One of the biggest pitfalls in holiday shopping is overuse of credit cards. Use cash or your debit card as often as you can. Sometimes spending “real” money up front can be enough to keep you in check. To help with that, consider opening a separate holiday savings account at your community bank. A small amount of money saved each payday will not seriously impact your household budget and will add up to a good sum to spend at holiday time. If you must use a credit card, use only one, and keep close tabs on how much you charge.

It’s the thought that counts
Despite the pressure you might feel to give the perfect store-bought gift, maybe this is the year you consider some more creative ideas. Is there a particular photo you have that friends or family might like a framed copy of? Could you offer to cook a special meal or baby-sit for someone on your list?

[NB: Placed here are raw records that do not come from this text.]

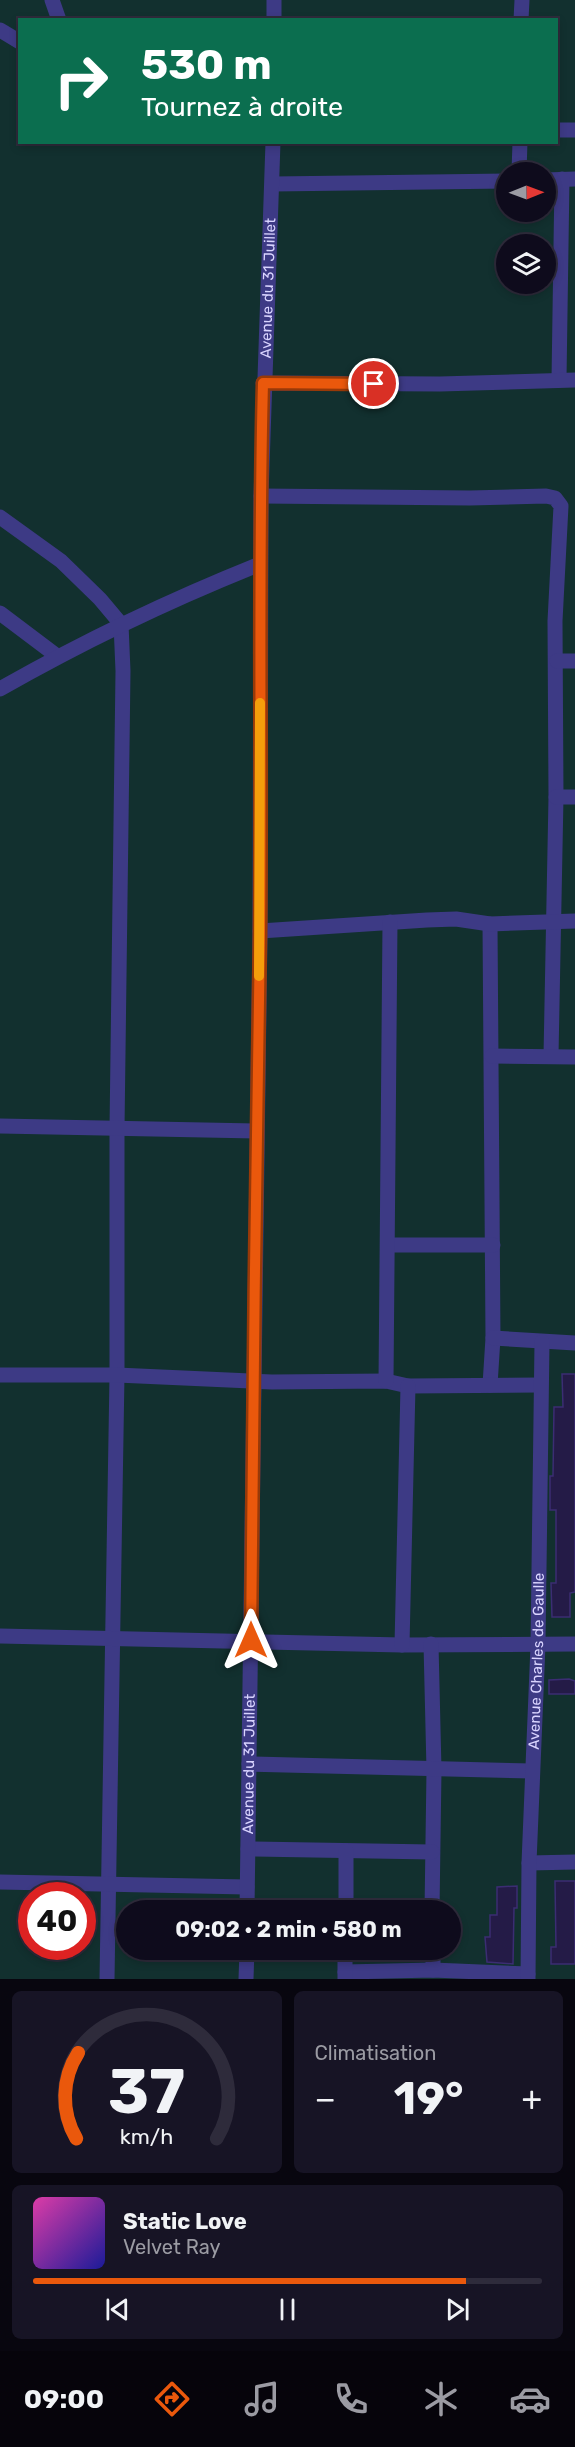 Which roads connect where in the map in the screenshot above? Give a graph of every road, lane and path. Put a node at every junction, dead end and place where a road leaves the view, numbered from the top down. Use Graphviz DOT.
graph roads {
  1 [pos="52,0"];
  2 [pos="274,0"];
  3 [pos="522,0"];
  4 [pos="58,18"];
  5 [pos="274,18"];
  6 [pos="521,18"];
  7 [pos="0,30"];
  8 [pos="18,41"];
  9 [pos="558,130"];
  10 [pos="575,130"];
  11 [pos="273,144"];
  12 [pos="520,144"];
  13 [pos="519,162"];
  14 [pos="568,179"];
  15 [pos="496,181"];
  16 [pos="273,183"];
  17 [pos="559,380"];
  18 [pos="575,380"];
  19 [pos="263,383"];
  20 [pos="261,496"];
  21 [pos="568,515"];
  22 [pos="0,517"];
  23 [pos="260,564"];
  24 [pos="0,613"];
  25 [pos="121,624"];
  26 [pos="57,656"];
  27 [pos="557,661"];
  28 [pos="575,661"];
  29 [pos="0,689"];
  30 [pos="556,797"];
  31 [pos="575,797"];
  32 [pos="554,921"];
  33 [pos="575,921"];
  34 [pos="390,922"];
  35 [pos="490,924"];
  36 [pos="260,931"];
  37 [pos="492,1056"];
  38 [pos="551,1056"];
  39 [pos="575,1057"];
  40 [pos="0,1126"];
  41 [pos="117,1129"];
  42 [pos="256,1131"];
  43 [pos="388,1245"];
  44 [pos="493,1245"];
  45 [pos="493,1338"];
  46 [pos="542,1342"];
  47 [pos="575,1343"];
  48 [pos="0,1375"];
  49 [pos="117,1375"];
  50 [pos="252,1381"];
  51 [pos="386,1381"];
  52 [pos="540,1384"];
  53 [pos="490,1385"];
  54 [pos="408,1386"];
  55 [pos="0,1636"];
  56 [pos="111,1638"];
  57 [pos="251,1640"];
  58 [pos="431,1644"];
  59 [pos="575,1644"];
  60 [pos="402,1645"];
  61 [pos="538,1645"];
  62 [pos="249,1764"];
  63 [pos="434,1770"];
  64 [pos="532,1771"];
  65 [pos="248,1849"];
  66 [pos="346,1851"];
  67 [pos="432,1852"];
  68 [pos="575,1862"];
  69 [pos="529,1863"];
  70 [pos="0,1882"];
  71 [pos="107,1884"];
  72 [pos="247,1887"];
  73 [pos="247,1900"];
  74 [pos="346,1900"];
  75 [pos="432,1900"];
  76 [pos="247,1960"];
  77 [pos="345,1960"];
  78 [pos="433,1960"];
  79 [pos="433,1970"];
  80 [pos="345,1976"];
  81 [pos="528,1976"];
  82 [pos="107,1979"];
  83 [pos="246,1979"];
  1 -- 4 [label="street"];
  2 -- 5 [label="street"];
  3 -- 6 [label="street"];
  7 -- 8 [label="street"];
  9 -- 10 [label="street"];
  11 -- 16 [label="street, Avenue du 31 Juillet"];
  12 -- 13 [label="street"];
  14 -- 17 [label="street"];
  15 -- 16 [label="street"];
  16 -- 19 [label="street, Avenue du 31 Juillet"];
  17 -- 18 [label="street"];
  17 -- 19 [label="street"];
  19 -- 20 [label="street, Avenue du 31 Juillet"];
  20 -- 21 [label="street"];
  20 -- 23 [label="street, Avenue du 31 Juillet"];
  21 -- 27 [label="street"];
  22 -- 25 [label="street"];
  23 -- 25 [label="street"];
  23 -- 36 [label="street, Avenue du 31 Juillet"];
  24 -- 26 [label="street"];
  25 -- 26 [label="street"];
  25 -- 41 [label="street"];
  26 -- 29 [label="street"];
  27 -- 28 [label="street"];
  27 -- 30 [label="street"];
  30 -- 31 [label="street"];
  30 -- 32 [label="street"];
  32 -- 33 [label="street"];
  32 -- 35 [label="street"];
  32 -- 38 [label="street"];
  34 -- 35 [label="street"];
  34 -- 36 [label="street"];
  34 -- 43 [label="street"];
  35 -- 37 [label="street"];
  36 -- 42 [label="street, Avenue du 31 Juillet"];
  37 -- 38 [label="street"];
  37 -- 44 [label="street"];
  38 -- 39 [label="street"];
  40 -- 41 [label="street"];
  41 -- 42 [label="street"];
  41 -- 49 [label="street"];
  42 -- 50 [label="street, Avenue du 31 Juillet"];
  43 -- 44 [label="street"];
  43 -- 51 [label="street"];
  44 -- 45 [label="street"];
  45 -- 46 [label="street"];
  45 -- 53 [label="street"];
  46 -- 47 [label="street"];
  46 -- 52 [label="street, Avenue Charles de Gaulle"];
  48 -- 49 [label="street"];
  49 -- 50 [label="street"];
  49 -- 56 [label="street"];
  50 -- 51 [label="street"];
  50 -- 57 [label="street, Avenue du 31 Juillet"];
  51 -- 54 [label="street"];
  52 -- 53 [label="street"];
  52 -- 61 [label="street, Avenue Charles de Gaulle"];
  53 -- 54 [label="street"];
  54 -- 60 [label="street"];
  55 -- 56 [label="street"];
  56 -- 57 [label="street"];
  56 -- 71 [label="street"];
  57 -- 60 [label="street"];
  57 -- 62 [label="street, Avenue du 31 Juillet"];
  58 -- 60 [label="street"];
  58 -- 61 [label="street"];
  58 -- 63 [label="street"];
  59 -- 61 [label="street"];
  61 -- 64 [label="street, Avenue Charles de Gaulle"];
  62 -- 63 [label="street"];
  62 -- 65 [label="street, Avenue du 31 Juillet"];
  63 -- 64 [label="street"];
  63 -- 67 [label="street"];
  64 -- 69 [label="street, Avenue Charles de Gaulle"];
  65 -- 66 [label="street"];
  65 -- 72 [label="street, Avenue du 31 Juillet"];
  66 -- 67 [label="street"];
  66 -- 74 [label="street"];
  67 -- 75 [label="street"];
  68 -- 69 [label="street"];
  69 -- 81 [label="street, Avenue Charles de Gaulle"];
  70 -- 71 [label="street"];
  71 -- 72 [label="street"];
  71 -- 82 [label="street"];
  72 -- 73 [label="street, Avenue du 31 Juillet"];
  76 -- 83 [label="street"];
  77 -- 80 [label="street"];
  78 -- 79 [label="street"];
  79 -- 80 [label="street"];
  79 -- 81 [label="street"];
}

Thoughtful alternatives are appreciated during the holiday season by both the recipient and your wallet.

More quick tips to control holiday spending

  • Check online for some of the gifts you want to buy to compare prices. Sometimes even if you have to pay for shipping, you can save money by not purchasing those items in a retail store.
  • Simplify your family’s Christmas stockings by not filling them with anything that costs more than five dollars.
  • Avoid buying anything on sale just because it was on sale.
  • Keep your receipts so you can return anything if you change your mind.
  • Buy wrapping paper and decorations at after-holiday sales and use them the next year.

As with any aspect of financial management, planning ahead is the key. You can prevent ringing in 2009 with a pile of bills if you have a well thought out plan of how you will spend your money. The tips outlined here will minimize some of the stress and frustration that could keep you from enjoying an otherwise festive season.